Exercise goal:
In your copy, include every line of the listing below exactly but none of the pictures.

Records for the exercise:
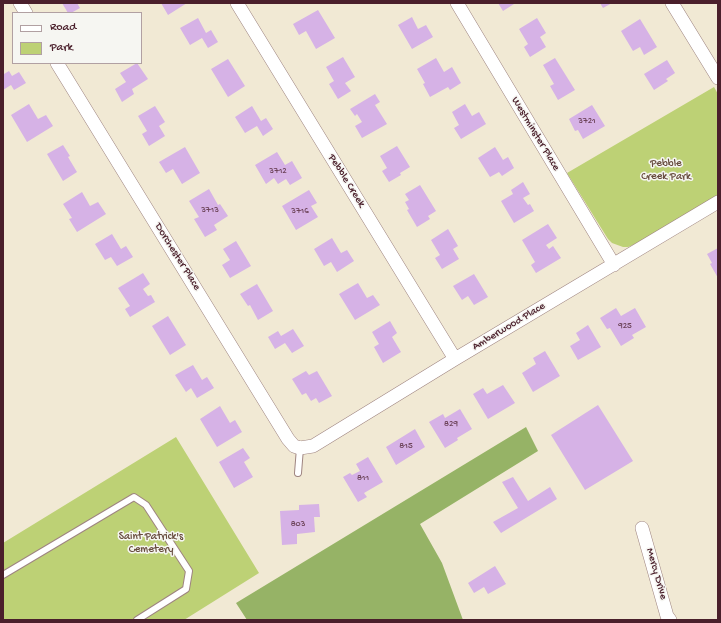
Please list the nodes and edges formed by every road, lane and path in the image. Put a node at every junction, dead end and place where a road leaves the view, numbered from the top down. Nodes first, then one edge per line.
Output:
1 (20, 3) edge
2 (236, 3) edge
3 (457, 3) edge
4 (672, 3) edge
5 (25, 12) edge
6 (58, 64) edge
7 (718, 78) edge
8 (718, 202) edge
9 (614, 265) junction
10 (455, 359) junction
11 (300, 448) junction
12 (298, 473) dead end
13 (642, 528) dead end
14 (3, 575) edge
15 (137, 620) edge
16 (670, 620) edge

1 - 5 street
2 - 10 street, Pebble Creek
3 - 9 street, Westminster Place
4 - 7 street
6 - 11 street, Dorchester Place
8 - 9 street, Amberwood Place
9 - 10 street, Amberwood Place
10 - 11 street, Amberwood Place
11 - 12 lane
13 - 16 street, Mercy Drive
14 - 15 lane

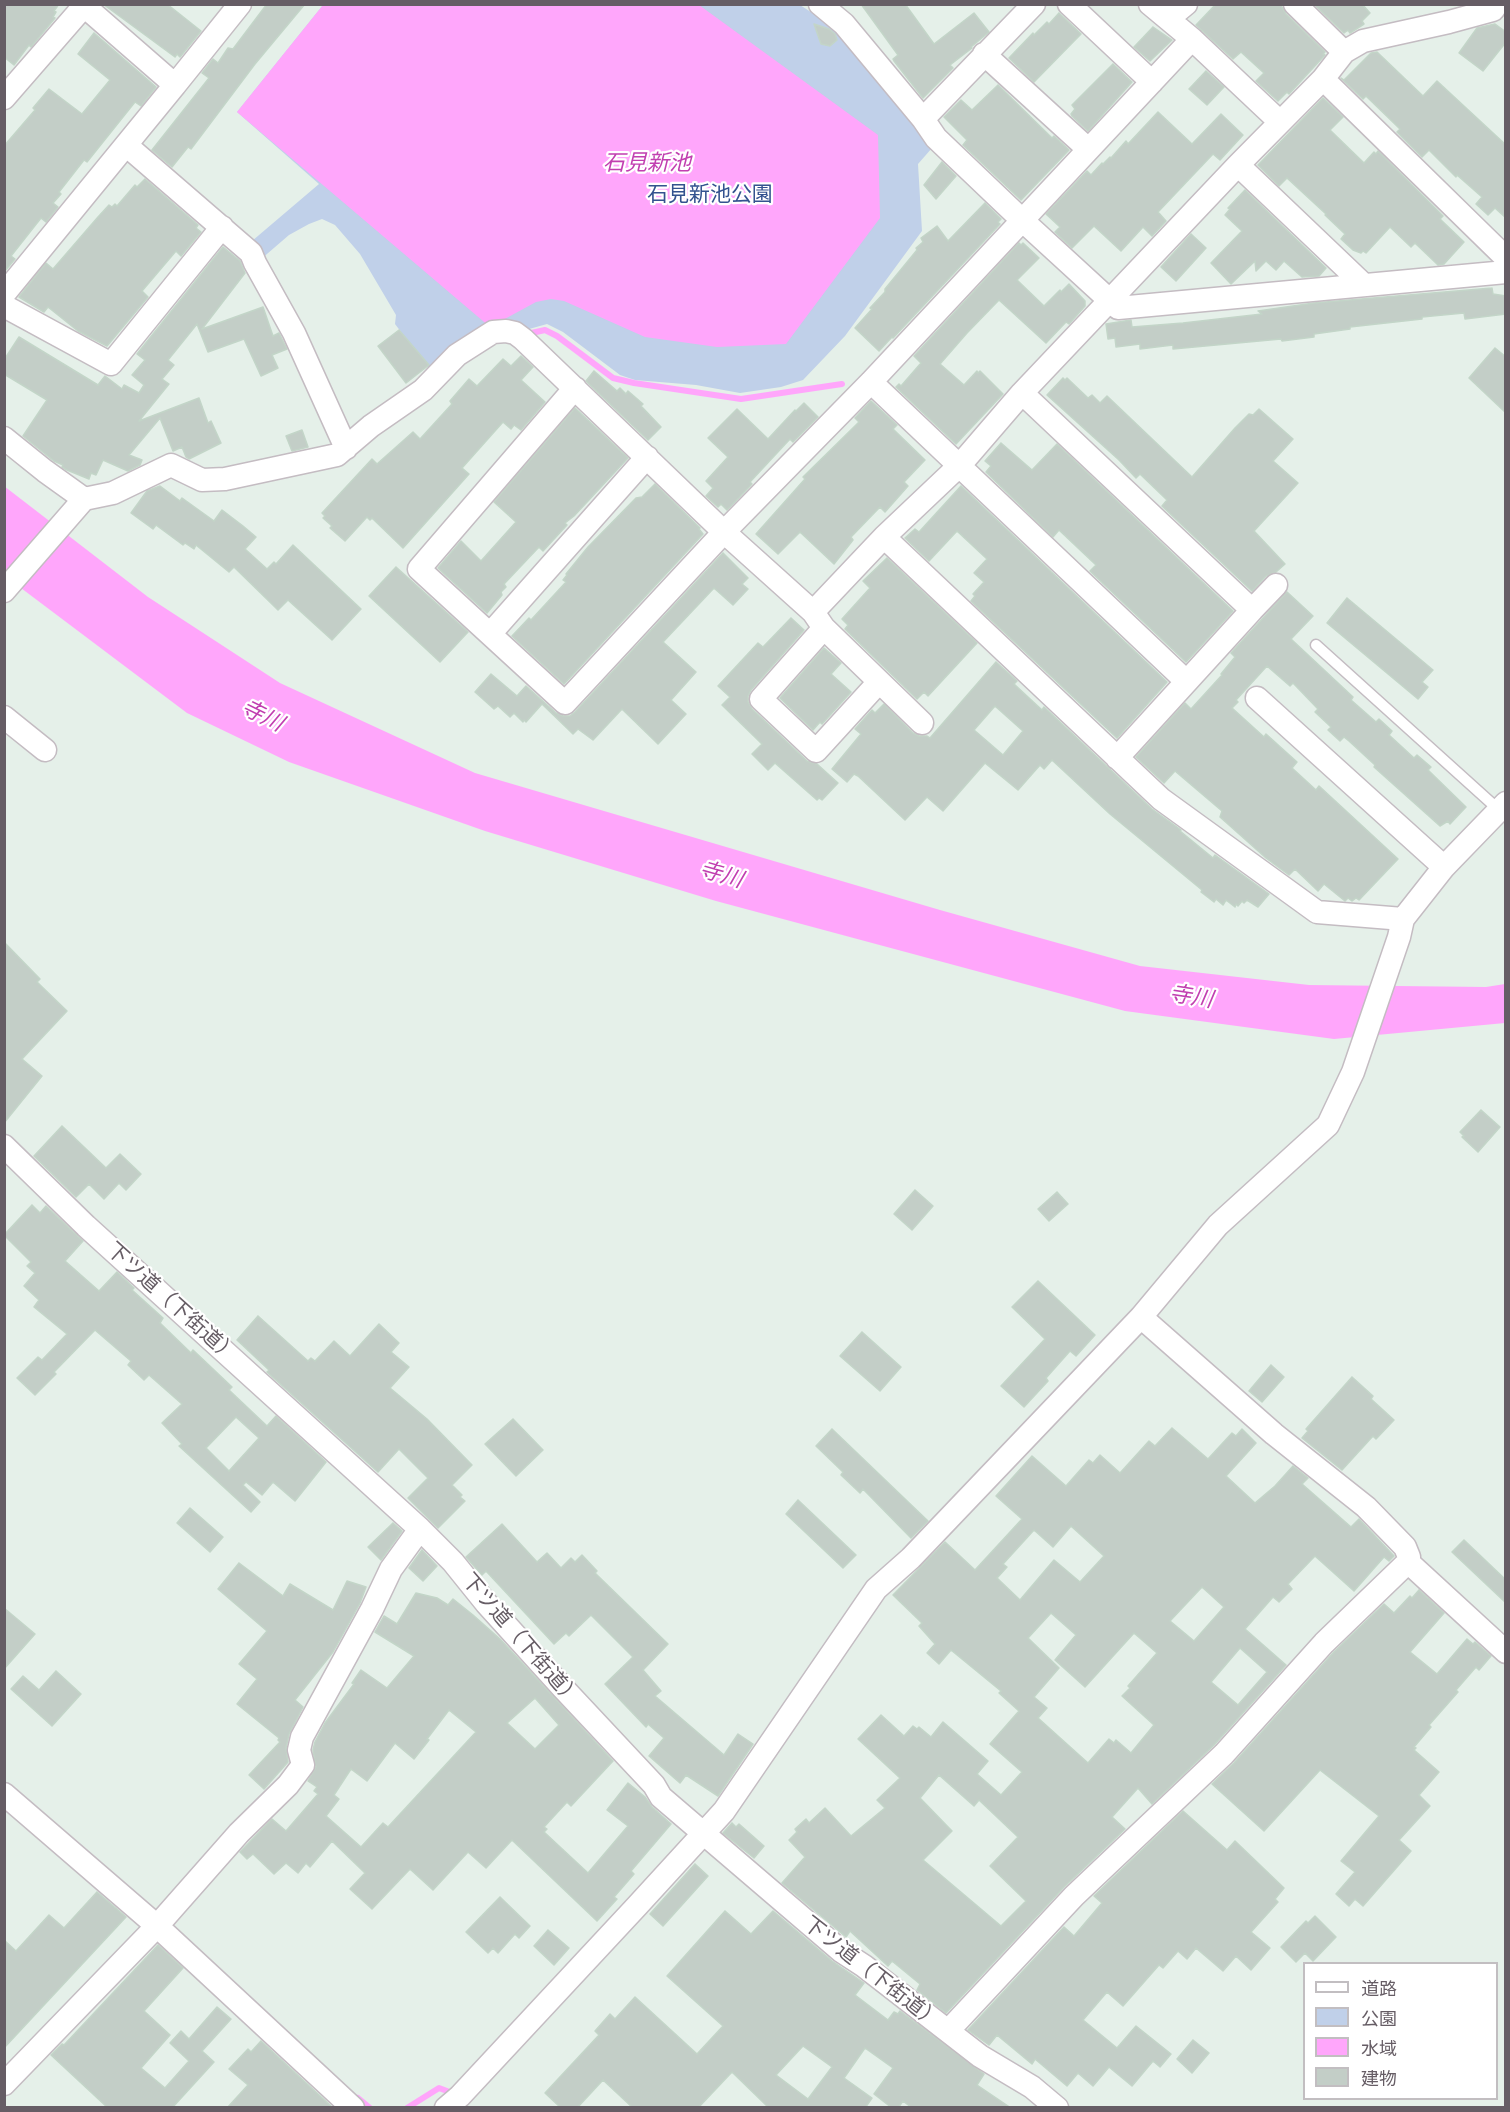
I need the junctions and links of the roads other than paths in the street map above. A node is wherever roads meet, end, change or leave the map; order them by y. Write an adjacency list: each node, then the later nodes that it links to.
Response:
1 (240, 4): 17 (street)
2 (820, 4): 18 (street)
3 (1034, 4): 13 (street)
4 (1069, 4): 15 (street)
5 (1150, 4): 10 (street)
6 (1186, 4): 10 (street)
7 (1295, 4): 12 (street)
8 (83, 5): 16 (street); 17 (street)
9 (1498, 10): 12 (street)
10 (1168, 19): 11 (street)
11 (1191, 39): 15 (street); 19 (street)
12 (1344, 52): 14 (street)
13 (984, 54): 18 (street); 21 (street)
14 (1323, 78): 19 (street); 25 (street)
15 (1152, 82): 21 (street)
16 (9, 83)
17 (175, 85): 20 (street)
18 (923, 119): 23 (street)
19 (1280, 122): 22 (street)
20 (126, 145): 24 (street); 28 (street)
21 (1088, 149): 23 (street)
22 (1238, 165): 27 (street); 29 (street)
23 (1022, 220): 29 (street); 31 (street)
24 (222, 227): 30 (street); 35 (street)
25 (1506, 258)
26 (1506, 272): 27 (street)
27 (1364, 285): 29 (street)
28 (4, 294)
29 (1109, 302): 33 (street)
30 (4, 306)
31 (872, 382): 37 (street); 39 (street)
32 (575, 388): 35 (street); 36 (street); 45 (street)
33 (1022, 393): 37 (street); 43 (street)
34 (4, 438): 38 (street)
35 (346, 448): 38 (street)
36 (647, 458): 39 (street); 45 (street)
37 (960, 465): 40 (street); 47 (street)
38 (77, 506): 42 (street)
39 (724, 532): 44 (street); 45 (street)
40 (884, 537): 44 (street); 53 (street)
41 (1276, 585): 43 (street)
42 (4, 591)
43 (1252, 610): 47 (street)
44 (818, 620): 48 (street); 48 (street)
45 (490, 634)
46 (1316, 645): 54 (lane)
47 (1186, 681): 53 (street)
48 (879, 682): 51 (street)
49 (1257, 698): 55 (street)
50 (4, 717): 52 (street)
51 (922, 723)
52 (45, 750)
53 (1117, 758): 56 (street)
54 (1502, 806): 55 (street)
55 (1444, 867): 56 (street)
56 (1403, 919): 58 (street)
57 (4, 1146): 59 (street, 下ツ道（下街道）)
58 (1141, 1317): 60 (street); 63 (street)
59 (420, 1529): 63 (street, 下ツ道（下街道）); 64 (street)
60 (1408, 1562): 61 (street); 65 (street)
61 (1506, 1652)
62 (4, 1794): 64 (street)
63 (702, 1834): 65 (street, 下ツ道（下街道）); 67 (street)
64 (162, 1921): 66 (street); 68 (street)
65 (948, 2031): 69 (street, 下ツ道（下街道）)
66 (4, 2085)
67 (452, 2102)
68 (353, 2108)
69 (1057, 2108)

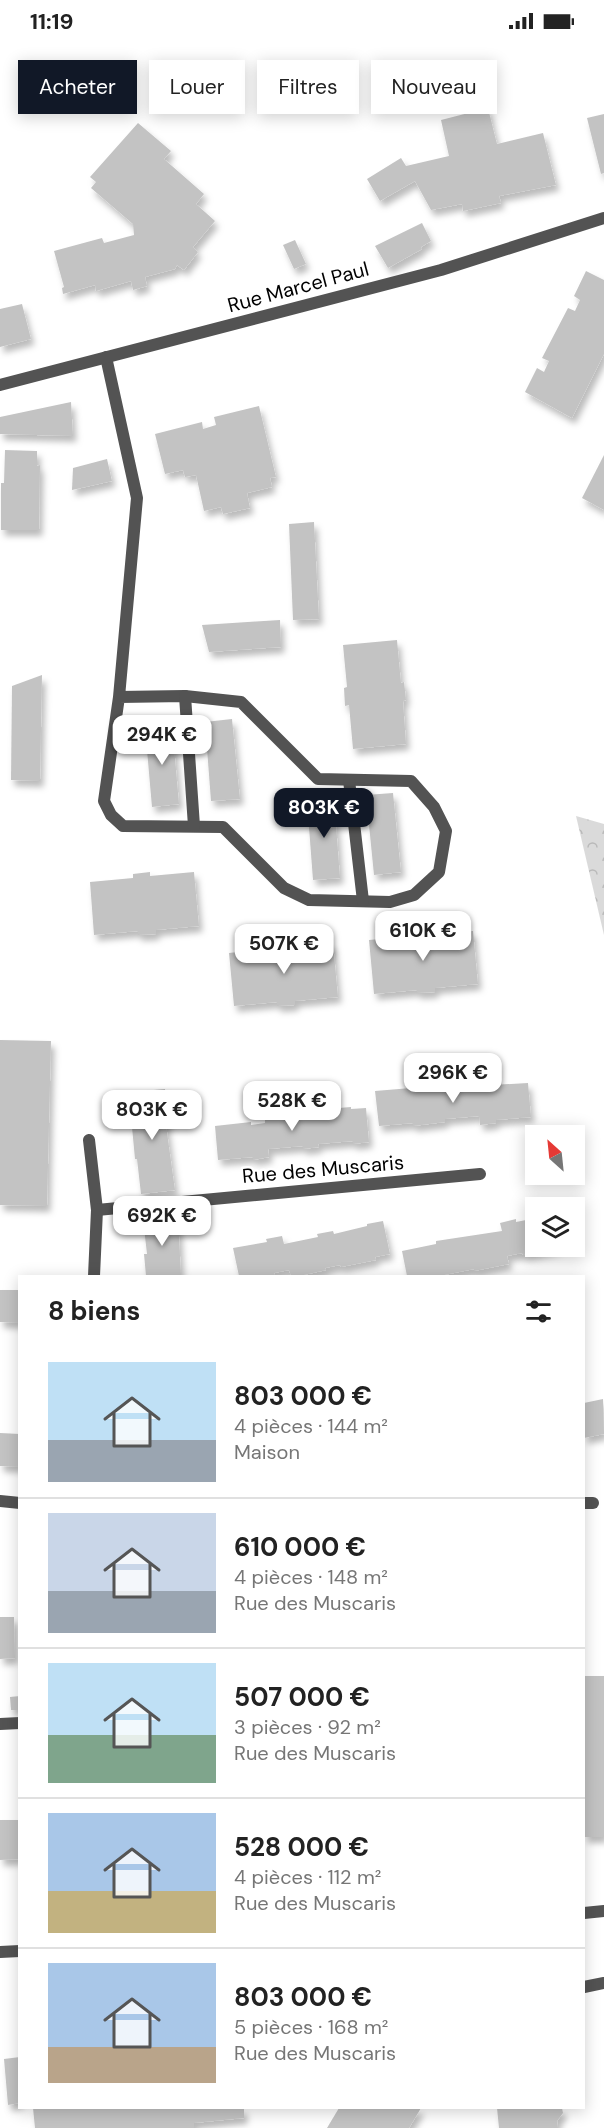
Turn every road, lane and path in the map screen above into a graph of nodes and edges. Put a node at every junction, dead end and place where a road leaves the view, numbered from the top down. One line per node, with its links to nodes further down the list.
1 (604, 219): 2 (street, Rue Marcel Paul)
2 (106, 357): 3 (street, Rue Marcel Paul); 5 (street)
3 (0, 385)
4 (185, 696): 5 (street); 6 (street); 7 (street)
5 (119, 697): 7 (street)
6 (349, 780): 8 (street); 8 (street)
7 (194, 826): 8 (street)
8 (363, 901)
9 (89, 1140): 11 (street)
10 (480, 1173): 11 (street, Rue des Muscaris)
11 (97, 1210): 12 (street)
12 (94, 1275)
13 (0, 1502): 14 (street)
14 (18, 1503)
15 (18, 1723): 16 (street)
16 (0, 1724)
17 (604, 1911): 18 (street)
18 (585, 1913)
19 (18, 1951): 20 (street)
20 (0, 1952)
21 (604, 1983): 22 (street)
22 (585, 1988)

Answer to the exercise:
Please list the nodes and edges formed by every road, lane and path in the image. Put a node at every junction, dead end and place where a road leaves the view, numbered from the top down. Nodes first, then one edge per line.
Output:
1 (20, 3) edge
2 (236, 3) edge
3 (457, 3) edge
4 (672, 3) edge
5 (25, 12) edge
6 (58, 64) edge
7 (718, 78) edge
8 (718, 202) edge
9 (614, 265) junction
10 (455, 359) junction
11 (300, 448) junction
12 (298, 473) dead end
13 (642, 528) dead end
14 (3, 575) edge
15 (137, 620) edge
16 (670, 620) edge

1 - 5 street
2 - 10 street, Pebble Creek
3 - 9 street, Westminster Place
4 - 7 street
6 - 11 street, Dorchester Place
8 - 9 street, Amberwood Place
9 - 10 street, Amberwood Place
10 - 11 street, Amberwood Place
11 - 12 lane
13 - 16 street, Mercy Drive
14 - 15 lane

I need the junctions and links of the roads other than paths in the street map above. A node is wherever roads meet, end, change or leave the map; order them by y. Write an adjacency list: each node, then the later nodes that it links to.
Response:
1 (240, 4): 17 (street)
2 (820, 4): 18 (street)
3 (1034, 4): 13 (street)
4 (1069, 4): 15 (street)
5 (1150, 4): 10 (street)
6 (1186, 4): 10 (street)
7 (1295, 4): 12 (street)
8 (83, 5): 16 (street); 17 (street)
9 (1498, 10): 12 (street)
10 (1168, 19): 11 (street)
11 (1191, 39): 15 (street); 19 (street)
12 (1344, 52): 14 (street)
13 (984, 54): 18 (street); 21 (street)
14 (1323, 78): 19 (street); 25 (street)
15 (1152, 82): 21 (street)
16 (9, 83)
17 (175, 85): 20 (street)
18 (923, 119): 23 (street)
19 (1280, 122): 22 (street)
20 (126, 145): 24 (street); 28 (street)
21 (1088, 149): 23 (street)
22 (1238, 165): 27 (street); 29 (street)
23 (1022, 220): 29 (street); 31 (street)
24 (222, 227): 30 (street); 35 (street)
25 (1506, 258)
26 (1506, 272): 27 (street)
27 (1364, 285): 29 (street)
28 (4, 294)
29 (1109, 302): 33 (street)
30 (4, 306)
31 (872, 382): 37 (street); 39 (street)
32 (575, 388): 35 (street); 36 (street); 45 (street)
33 (1022, 393): 37 (street); 43 (street)
34 (4, 438): 38 (street)
35 (346, 448): 38 (street)
36 (647, 458): 39 (street); 45 (street)
37 (960, 465): 40 (street); 47 (street)
38 (77, 506): 42 (street)
39 (724, 532): 44 (street); 45 (street)
40 (884, 537): 44 (street); 53 (street)
41 (1276, 585): 43 (street)
42 (4, 591)
43 (1252, 610): 47 (street)
44 (818, 620): 48 (street); 48 (street)
45 (490, 634)
46 (1316, 645): 54 (lane)
47 (1186, 681): 53 (street)
48 (879, 682): 51 (street)
49 (1257, 698): 55 (street)
50 (4, 717): 52 (street)
51 (922, 723)
52 (45, 750)
53 (1117, 758): 56 (street)
54 (1502, 806): 55 (street)
55 (1444, 867): 56 (street)
56 (1403, 919): 58 (street)
57 (4, 1146): 59 (street, 下ツ道（下街道）)
58 (1141, 1317): 60 (street); 63 (street)
59 (420, 1529): 63 (street, 下ツ道（下街道）); 64 (street)
60 (1408, 1562): 61 (street); 65 (street)
61 (1506, 1652)
62 (4, 1794): 64 (street)
63 (702, 1834): 65 (street, 下ツ道（下街道）); 67 (street)
64 (162, 1921): 66 (street); 68 (street)
65 (948, 2031): 69 (street, 下ツ道（下街道）)
66 (4, 2085)
67 (452, 2102)
68 (353, 2108)
69 (1057, 2108)

Turn every road, lane and path in the map screen above into a graph of nodes and edges. Put a node at every junction, dead end and place where a road leaves the view, numbered from the top down. One line per node, with its links to nodes further down the list.
1 (604, 219): 2 (street, Rue Marcel Paul)
2 (106, 357): 3 (street, Rue Marcel Paul); 5 (street)
3 (0, 385)
4 (185, 696): 5 (street); 6 (street); 7 (street)
5 (119, 697): 7 (street)
6 (349, 780): 8 (street); 8 (street)
7 (194, 826): 8 (street)
8 (363, 901)
9 (89, 1140): 11 (street)
10 (480, 1173): 11 (street, Rue des Muscaris)
11 (97, 1210): 12 (street)
12 (94, 1275)
13 (0, 1502): 14 (street)
14 (18, 1503)
15 (18, 1723): 16 (street)
16 (0, 1724)
17 (604, 1911): 18 (street)
18 (585, 1913)
19 (18, 1951): 20 (street)
20 (0, 1952)
21 (604, 1983): 22 (street)
22 (585, 1988)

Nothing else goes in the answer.